DB: So, there’s a real temptation to start lying for some bank or major corporation to pay off your debt.
LS: Oh, yeah…or government, even. Work for the government, and do their bidding. But there are enough others that I think … [are] out there still. The sense is out there that if you’re going to do this work, you ought to do it for the least among us. You can do it for the Wall Street, you can do it for inside traders.
But the real people to do it for, where it’s you and the government and everybody in the courtroom hates you (which was many times the case, for me), those are the cases you really want to do, as a lawyer. You need to do. And I still, I still have a pang. I’ll read about something in the newspaper and I’ll say, “Gee, I would have loved to have done that case” or “I would like to do this case.” […]
DB: Have you been asked to give counsel in certain cases?
LS: I’m not allowed. I’m disbarred, and you’re not even allowed to… you can’t work in a law office alphabetizing. You can’t go anywhere near a law office. Because I think that they understand that lawyers, being the wily people we are, if you’re in a law office, you’re going to do a little bit more than alphabetize the files. But the answer is, I can’t help but be interested or make comments, or get mad at the T.V. set when they do these outrageous programs…
DB: Well, you can alphabetize my legal files any time. Also in the studio, and we thank Jeff Mackler for bringing you to the Bay Area, and not only that, we thank Jeff Mackler for being unrelenting in this fight to free you. I mean, and I’m serious, knock-the-door-down unrelenting in this fight. And I have to be honest, I was sort of hopeless, I didn’t think he was going to be able to do it. I didn’t think the folks who rose up around the country could do it. But they did, and you’re here. Jeff how does it feel to see Lynne here?
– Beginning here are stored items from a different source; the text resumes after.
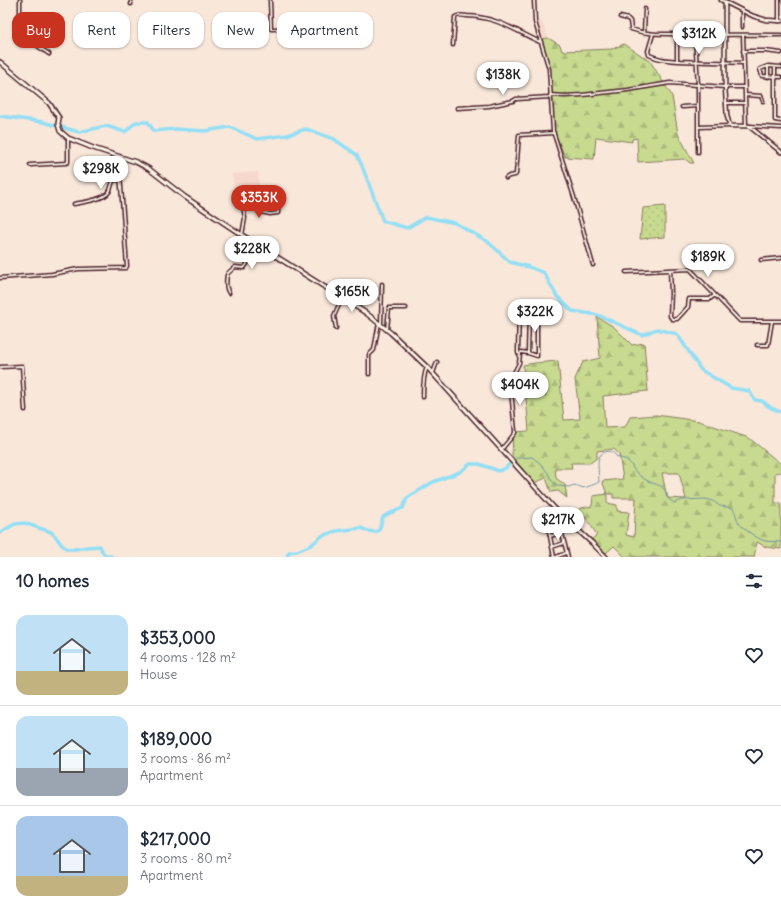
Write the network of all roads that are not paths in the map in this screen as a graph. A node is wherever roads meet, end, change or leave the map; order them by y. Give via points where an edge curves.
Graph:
1 (20, 0) edge
2 (131, 0) edge
3 (270, 0) edge
4 (534, 0) edge
5 (721, 0) edge
6 (779, 0) edge
7 (725, 2) junction
8 (131, 4) dead end
9 (645, 9) dead end
10 (742, 11) junction
11 (620, 17) dead end
12 (780, 21) edge
13 (742, 27) dead end
14 (277, 29) edge
15 (644, 33) junction
16 (653, 34) junction
17 (677, 35) junction
18 (725, 35) junction
19 (743, 35) junction
20 (781, 35) edge
21 (695, 36) junction
22 (540, 42) junction
23 (453, 45) dead end
24 (743, 51) junction
25 (781, 53) edge
26 (48, 54) dead end
27 (677, 61) junction
28 (0, 62) edge
29 (697, 62) junction
30 (724, 62) junction
31 (743, 63) junction
32 (768, 66) junction
33 (775, 67) junction
34 (781, 67) edge
35 (768, 77) junction
36 (775, 77) junction
37 (781, 77) edge
38 (698, 85) junction
39 (725, 87) junction
40 (744, 87) junction
41 (744, 95) junction
42 (550, 96) junction
43 (763, 101) dead end
44 (725, 103) junction
45 (745, 103) junction
46 (698, 106) junction
47 (682, 107) dead end
48 (457, 108) dead end
49 (781, 121) edge
50 (730, 126) junction
51 (747, 126) junction
52 (698, 127) junction
53 (781, 128) edge
54 (554, 133) junction
55 (68, 138) junction
56 (698, 152) dead end
57 (781, 152) edge
58 (121, 158) junction
59 (30, 165) dead end
60 (506, 178) dead end
61 (120, 180) junction
62 (74, 204) dead end
63 (278, 208) dead end
64 (242, 235) junction
65 (247, 238) junction
66 (781, 258) edge
67 (761, 260) dead end
68 (593, 265) dead end
69 (670, 270) junction
70 (626, 272) dead end
71 (0, 278) edge
72 (382, 284) dead end
73 (228, 293) dead end
74 (715, 295) junction
75 (342, 298) junction
76 (406, 308) dead end
77 (529, 312) junction
78 (772, 321) junction
79 (781, 321) edge
80 (380, 324) junction
81 (336, 328) dead end
82 (387, 330) junction
83 (756, 345) dead end
84 (520, 352) junction
85 (528, 353) junction
86 (437, 362) dead end
87 (427, 367) junction
88 (0, 368) edge
89 (432, 373) junction
90 (369, 374) dead end
91 (423, 397) dead end
92 (25, 410) dead end
93 (501, 450) junction
94 (562, 516) junction
95 (549, 524) dead end
96 (559, 534) junction
97 (550, 536) junction
98 (564, 543) junction
99 (552, 547) junction
100 (567, 553) junction
101 (555, 557) edge
102 (568, 557) edge
103 (606, 557) edge

1 - 26 street via 20,34
2 - 8 street
3 - 14 street via 271,29
4 - 22 street via 534,22
5 - 7 street
6 - 12 street
7 - 10 street
7 - 18 street
9 - 15 street
10 - 12 street via 766,20
10 - 13 street
11 - 15 street via 630,21 631,29
15 - 16 street
16 - 17 street
16 - 27 street via 649,55 662,60
17 - 21 street
17 - 27 street
18 - 19 street
18 - 21 street
18 - 30 street
19 - 20 street
19 - 24 street
21 - 29 street
22 - 23 street via 497,21 457,15
22 - 42 street via 549,69
24 - 25 street
24 - 31 street
27 - 29 street
28 - 55 main road via 49,103 59,118 60,131
29 - 30 street
29 - 38 street
30 - 31 street
30 - 39 street
31 - 40 street
32 - 33 street
32 - 35 street
32 - 35 street via 760,69 762,76
33 - 34 street
33 - 36 street
35 - 36 street
36 - 37 street
36 - 49 street via 775,120
38 - 39 street
38 - 42 street via 670,83 628,90
38 - 46 street
39 - 40 street
39 - 44 street
40 - 41 street
41 - 43 street via 761,96
41 - 45 street
42 - 48 street
42 - 54 street
44 - 45 street
44 - 50 street
45 - 51 street
46 - 47 street
46 - 52 street
50 - 51 street
50 - 52 street
51 - 53 street
51 - 57 street
52 - 56 street
54 - 60 street via 519,134 516,174
54 - 68 street
55 - 58 main road
55 - 59 street via 68,162
58 - 61 street
58 - 64 main road via 149,169
61 - 62 street via 112,182 105,196
61 - 71 street via 126,268 78,269
63 - 64 street via 278,213 270,214 261,212 261,207 243,206 245,218
64 - 65 main road
65 - 73 street via 247,264 244,268 234,267 227,274
65 - 75 main road
66 - 67 street
69 - 70 street
69 - 74 street via 690,269
69 - 74 street via 672,319 677,319 688,307 689,299 710,299
72 - 80 street
74 - 78 street via 740,321
75 - 80 main road
75 - 81 street via 334,316
76 - 82 street via 389,308
77 - 84 street via 519,312
77 - 85 street
77 - 85 street via 537,313 537,356
78 - 79 street
78 - 83 street via 768,345
80 - 82 main road
80 - 90 street via 374,350 369,355
82 - 87 main road
84 - 85 street
84 - 93 street via 519,363 510,381 515,433
86 - 89 street
87 - 89 main road
87 - 91 street
88 - 92 street via 22,366
89 - 93 main road
93 - 94 main road
94 - 96 street via 558,523
94 - 103 main road
95 - 97 street
96 - 97 street
96 - 98 street via 562,535
97 - 99 street
98 - 99 street
98 - 100 street
99 - 101 street
100 - 101 street
100 - 102 street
Jeff Mackler: Magnificent. Of course, I visited her in prison, and she was upbeat that we could win. But since I have the opportunity, I want to make some criticisms of Lynne. First, when she was on the witness stand and they said to her in court, and I attended the entire proceedings, they said, “Lynne, if you had to do it all over again” said her attorney, Mike Tigar, “would you do the same thing?” That is, pass out a press release on behalf of your client, for which she was convicted of conspiracy to aid and abet terrorism. And I watched Lynne closely and I could see a tear come out of her eye. And she said, “I would hope I would think…no, I would do it again. I have a duty to my client.” That’s one criticism. Lynne, you should have lied.
And second, they said, “Well, why did you do it? I mean, why didn’t you just appeal this special administrative order that prevented you from passing a press release?” And she said, “Well, let me give you a story. A friend of mine, named Mumia Abu Jamal,” this is a quote, “a convicted murderer,” and she was using him as a reference in front of a jury, where her life is at stake, “complained that they were opening his mail, and he filed a lawsuit and it took years. Well, I have a duty to my client. I’m not going to let him stand there in prison for years, so I just did the right thing for my client.” Well, that’s Lynne Stewart and that’s why she’s here and she’s free with her dignity.